🚀 JPN - POR Translation Model
This project focuses on the translation from Japanese to Portuguese. It provides a transformer - based model with detailed performance benchmarks and system information.
✨ Features
- Language Pair: Translates from Japanese to Portuguese.
- Model Type: Uses the
transformer - align
model.
- Pre - processing: Applies normalization and SentencePiece (spm32k, spm32k).
- Language Token Requirement: Requires a sentence - initial language token in the form of
>>id<<
(id = valid target language ID).
📦 Installation
There is no specific installation command provided in the original document.
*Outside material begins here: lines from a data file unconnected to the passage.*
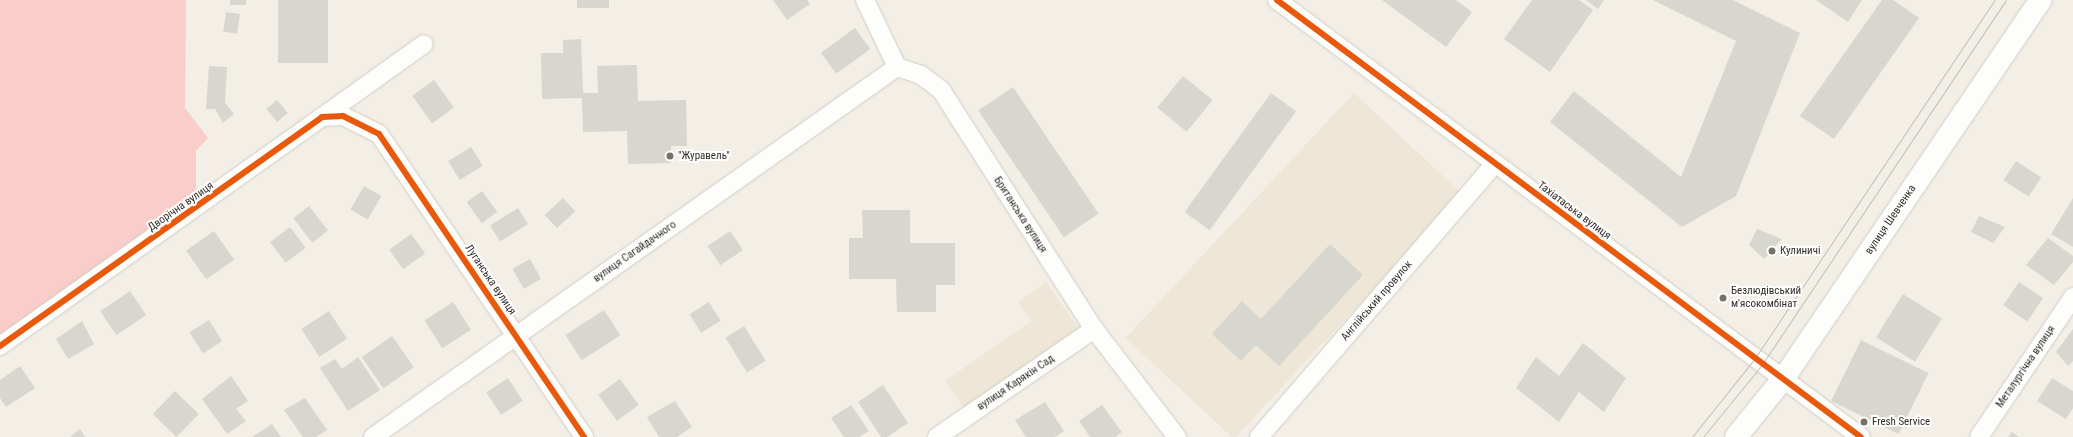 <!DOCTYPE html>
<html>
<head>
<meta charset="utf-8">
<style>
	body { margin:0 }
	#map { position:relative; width:2073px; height:437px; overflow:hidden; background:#f3efe7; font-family:"Roboto Condensed",sans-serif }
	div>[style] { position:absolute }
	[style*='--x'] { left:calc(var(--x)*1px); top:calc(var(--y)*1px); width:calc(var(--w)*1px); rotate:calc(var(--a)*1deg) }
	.built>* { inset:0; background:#eee6d6; transform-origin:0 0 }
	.green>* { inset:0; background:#f8cdca }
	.building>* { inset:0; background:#d7d6cf; transform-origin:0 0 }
	.roads { filter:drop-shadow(0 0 1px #d0cdc6) drop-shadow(0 0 1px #d0cdc6) }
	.minor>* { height:18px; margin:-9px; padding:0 9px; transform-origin:9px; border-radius:9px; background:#fdfdfb }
	.primary>* { height:22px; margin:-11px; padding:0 11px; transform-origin:11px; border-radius:11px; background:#fdfdfb }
	.tram>* { height:1px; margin:-0.5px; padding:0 0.5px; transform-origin:0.5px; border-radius:0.5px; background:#bfbfbc }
	.cycleway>* { height:6px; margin:-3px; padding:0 3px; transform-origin:3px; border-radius:3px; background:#e8590c }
	.dots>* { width:11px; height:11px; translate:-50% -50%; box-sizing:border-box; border:2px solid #fefefe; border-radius:50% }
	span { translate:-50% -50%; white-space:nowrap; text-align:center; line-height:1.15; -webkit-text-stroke:4px #fefefe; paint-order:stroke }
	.poi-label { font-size:11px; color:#312d28 }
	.left { translate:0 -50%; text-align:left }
	.street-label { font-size:11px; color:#312d28 }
</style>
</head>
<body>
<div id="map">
	<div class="built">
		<div style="left:1354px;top:93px;width:148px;height:335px;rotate:43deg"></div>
		<div style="clip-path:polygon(1046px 282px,1079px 329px,964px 408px,945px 381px,1031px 321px,1018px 302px)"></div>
	</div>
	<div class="green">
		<div style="clip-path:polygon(0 0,186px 0,185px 108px,208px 138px,196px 151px,196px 204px,0 340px)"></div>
	</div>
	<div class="building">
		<div style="left:230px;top:0;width:16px;height:5px"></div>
		<div style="left:278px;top:0;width:50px;height:63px"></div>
		<div style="left:577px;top:0;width:32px;height:8px"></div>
		<div style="clip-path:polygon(773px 0,807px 0,810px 4px,787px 20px)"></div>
		<div style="clip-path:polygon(1382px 0,1456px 0,1472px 12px,1446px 47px)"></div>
		<div style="clip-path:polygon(1532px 0,1579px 0,1593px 10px,1550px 72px,1504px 39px)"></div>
		<div style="clip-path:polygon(1586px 0,1604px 0,1598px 9px)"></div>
		<div style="clip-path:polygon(1653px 0,1733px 0,1800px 33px,1736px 196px,1682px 227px,1550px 122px,1574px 91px,1681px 177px,1736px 41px)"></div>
		<div style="clip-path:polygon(1816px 0,1862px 0,1848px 22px)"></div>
		<div style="clip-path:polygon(1882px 0,1893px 0,1919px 18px,1834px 139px,1800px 116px)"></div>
		<div style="left:226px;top:12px;width:14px;height:20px;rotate:8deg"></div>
		<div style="left:855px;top:28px;width:26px;height:42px;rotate:54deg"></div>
		<div style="clip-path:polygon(581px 39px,583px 93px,598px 93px,597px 66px,637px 65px,638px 101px,686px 100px,687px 146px,671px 146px,671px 163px,628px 164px,627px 131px,583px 132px,582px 98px,542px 99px,541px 53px,563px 53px,563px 40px)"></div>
		<div style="clip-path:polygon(209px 66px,227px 67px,225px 103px,234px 114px,223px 123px,215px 109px,206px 109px)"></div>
		<div style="left:1183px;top:76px;width:38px;height:41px;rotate:39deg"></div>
		<div style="left:434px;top:80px;width:34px;height:27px;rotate:54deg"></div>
		<div style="left:1013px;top:87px;width:153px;height:42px;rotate:56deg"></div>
		<div style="left:1271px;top:93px;width:31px;height:147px;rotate:36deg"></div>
		<div style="left:277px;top:100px;width:17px;height:14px;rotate:50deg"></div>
		<div style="left:471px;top:147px;width:22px;height:27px;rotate:58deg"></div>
		<div style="left:2016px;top:161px;width:30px;height:23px;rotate:33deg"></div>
		<div style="left:364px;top:186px;width:20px;height:27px;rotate:30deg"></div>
		<div style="left:482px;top:191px;width:26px;height:19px;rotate:54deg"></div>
		<div style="left:563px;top:198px;width:18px;height:25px;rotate:47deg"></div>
		<div style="clip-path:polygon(2073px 198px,2073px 247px,2051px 234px)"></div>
		<div style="left:309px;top:206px;width:31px;height:20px;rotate:52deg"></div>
		<div style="left:518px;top:208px;width:19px;height:33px;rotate:58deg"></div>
		<div style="clip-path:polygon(862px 210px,910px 210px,910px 243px,955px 243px,955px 285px,936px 285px,936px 312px,897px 312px,896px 279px,849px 279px,849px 238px,863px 238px)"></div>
		<div style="clip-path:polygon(1979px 216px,2005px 227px,1993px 243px,1971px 232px)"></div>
		<div style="left:290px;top:227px;width:26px;height:25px;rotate:53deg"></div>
		<div style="clip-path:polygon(1757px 229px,1782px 239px,1764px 259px,1749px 245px)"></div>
		<div style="left:214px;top:231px;width:35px;height:34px;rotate:55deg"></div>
		<div style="left:730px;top:231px;width:23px;height:27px;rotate:56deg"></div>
		<div style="left:411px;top:234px;width:24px;height:27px;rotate:54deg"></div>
		<div style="clip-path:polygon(2048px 238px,2073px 256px,2073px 262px,2054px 285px,2026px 265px)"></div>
		<div style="clip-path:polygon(1330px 244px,1363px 275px,1279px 366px,1256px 345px,1241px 361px,1212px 334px,1242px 301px,1261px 319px)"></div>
		<div style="left:530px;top:259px;width:23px;height:20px;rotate:61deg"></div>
		<div style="left:2019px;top:282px;width:29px;height:28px;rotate:34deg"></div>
		<div style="left:130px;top:291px;width:29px;height:36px;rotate:56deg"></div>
		<div style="left:1903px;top:294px;width:46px;height:51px;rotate:32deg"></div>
		<div style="left:453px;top:302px;width:33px;height:34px;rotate:57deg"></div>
		<div style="left:709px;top:302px;width:22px;height:23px;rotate:58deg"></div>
		<div style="left:604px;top:310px;width:30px;height:46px;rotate:57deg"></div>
		<div style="left:329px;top:311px;width:33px;height:33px;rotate:57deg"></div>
		<div style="left:209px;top:320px;width:25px;height:23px;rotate:58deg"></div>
		<div style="clip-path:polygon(82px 321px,94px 344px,68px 359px,56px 339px)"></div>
		<div style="left:744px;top:326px;width:41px;height:22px;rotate:58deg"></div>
		<div style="clip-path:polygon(2073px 329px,2073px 361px,2068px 366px,2056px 352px)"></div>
		<div style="left:392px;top:336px;width:38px;height:37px;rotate:55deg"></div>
		<div style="left:1861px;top:340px;width:75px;height:68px;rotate:26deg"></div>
		<div style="clip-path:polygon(1583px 343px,1626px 378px,1604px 412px,1579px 392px,1559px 422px,1516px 388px,1536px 357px,1559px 376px)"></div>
		<div style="clip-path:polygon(358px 357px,380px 390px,348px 411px,320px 368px,335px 359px,342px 369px)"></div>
		<div style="clip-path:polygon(20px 366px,35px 388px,6px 407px,0 398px,0 380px)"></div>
		<div style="clip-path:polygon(231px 376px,248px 401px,236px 409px,246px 421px,227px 434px,202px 399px)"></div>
		<div style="left:508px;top:378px;width:27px;height:26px;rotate:57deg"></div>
		<div style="clip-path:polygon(2052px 378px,2073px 391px,2073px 408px,2066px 419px,2037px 401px)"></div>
		<div style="left:620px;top:379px;width:32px;height:27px;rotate:54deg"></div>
		<div style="clip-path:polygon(883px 385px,908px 423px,887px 437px,881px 437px,858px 402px)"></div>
		<div style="left:175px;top:391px;width:33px;height:32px;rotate:44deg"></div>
		<div style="clip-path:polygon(305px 398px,327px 430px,316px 437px,303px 437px,284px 410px)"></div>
		<div style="clip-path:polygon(675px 401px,692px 427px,677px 437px,659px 437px,647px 417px)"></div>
		<div style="clip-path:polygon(1045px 402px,1064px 431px,1055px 437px,1026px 437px,1015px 420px)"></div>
		<div style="clip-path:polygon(851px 405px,869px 431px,859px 437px,844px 437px,831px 418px)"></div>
		<div style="clip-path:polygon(1102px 405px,1122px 432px,1115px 437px,1090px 437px,1079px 421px)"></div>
		<div style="clip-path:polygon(272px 424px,281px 437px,252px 437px)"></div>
		<div style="clip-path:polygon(80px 429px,85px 437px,70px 437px)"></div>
		<div style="clip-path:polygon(2012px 432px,2019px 437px,2008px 437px)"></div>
	</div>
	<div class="roads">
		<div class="minor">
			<div style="--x:865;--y:0;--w:74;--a:64.5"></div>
			<div style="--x:897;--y:67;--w:25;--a:18"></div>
			<div style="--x:921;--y:75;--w:25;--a:37"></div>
			<div style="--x:941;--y:90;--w:284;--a:57.4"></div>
			<div style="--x:1094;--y:329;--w:136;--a:52.5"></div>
			<div style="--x:1277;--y:0;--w:729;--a:36.81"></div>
			<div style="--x:322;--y:117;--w:125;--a:-35.6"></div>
			<div style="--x:0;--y:346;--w:395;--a:-35.4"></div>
			<div style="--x:322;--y:117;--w:21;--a:-3"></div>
			<div style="--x:343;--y:116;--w:40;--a:26.6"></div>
			<div style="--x:379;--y:134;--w:366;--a:55.9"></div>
			<div style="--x:373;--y:437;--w:641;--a:-35.23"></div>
			<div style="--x:937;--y:437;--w:191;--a:-34.5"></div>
			<div style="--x:1259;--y:437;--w:361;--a:-49.2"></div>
			<div style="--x:1979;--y:437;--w:169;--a:-56.1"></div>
		</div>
		<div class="primary">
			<div style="--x:1736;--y:437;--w:75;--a:-51"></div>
			<div style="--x:1783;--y:379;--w:458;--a:-55.8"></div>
		</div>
	</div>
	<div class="tram">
		<div style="--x:1692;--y:437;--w:101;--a:-51.4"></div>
		<div style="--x:1755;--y:358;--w:431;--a:-56.2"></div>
		<div style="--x:1703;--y:437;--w:92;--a:-50.8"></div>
		<div style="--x:1761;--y:366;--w:440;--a:-56.2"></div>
	</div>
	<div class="cycleway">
		<div style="--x:1277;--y:0;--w:729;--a:36.81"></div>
		<div style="--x:0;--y:346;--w:395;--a:-35.4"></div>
		<div style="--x:322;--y:117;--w:21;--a:-3"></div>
		<div style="--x:343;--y:116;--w:40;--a:26.6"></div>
		<div style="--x:379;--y:134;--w:366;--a:55.9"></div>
	</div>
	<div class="dots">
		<div style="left:670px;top:156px;background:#75716b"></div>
		<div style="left:1772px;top:251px;background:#75716b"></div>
		<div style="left:1723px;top:298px;background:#75716b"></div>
		<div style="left:1864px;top:422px;background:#75716b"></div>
	</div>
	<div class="poi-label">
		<span class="left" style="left:678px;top:156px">"Журавель"</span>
		<span class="left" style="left:1780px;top:251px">Кулиничі</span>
		<span class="left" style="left:1731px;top:298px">Безлюдівський<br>м'ясокомбінат</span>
		<span class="left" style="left:1872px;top:422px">Fresh Service</span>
	</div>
	<div class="street-label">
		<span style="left:181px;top:207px;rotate:-35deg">Дворічна вулиця</span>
		<span style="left:1574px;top:211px;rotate:37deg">Тахіатаська вулиця</span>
		<span style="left:1020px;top:215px;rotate:57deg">Британська вулиця</span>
		<span style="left:1891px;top:220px;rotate:-56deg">вулиця Шевченка</span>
		<span style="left:635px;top:252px;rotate:-35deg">вулиця Сагайдачного</span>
		<span style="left:490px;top:280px;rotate:56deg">Луганська вулиця</span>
		<span style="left:1377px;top:301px;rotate:-49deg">Англійський провулок</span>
		<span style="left:2026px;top:367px;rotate:-56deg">Металургічна вулиця</span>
		<span style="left:1016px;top:383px;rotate:-34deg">вулиця Карякін Сад</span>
	</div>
</div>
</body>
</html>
However, you can download the original weights and test set from the following links:
- Download original weights: [opus - 2020 - 06 - 17.zip](https://object.pouta.csc.fi/Tatoeba - MT - models/jpn - por/opus - 2020 - 06 - 17.zip)
- Test set translations: [opus - 2020 - 06 - 17.test.txt](https://object.pouta.csc.fi/Tatoeba - MT - models/jpn - por/opus - 2020 - 06 - 17.test.txt)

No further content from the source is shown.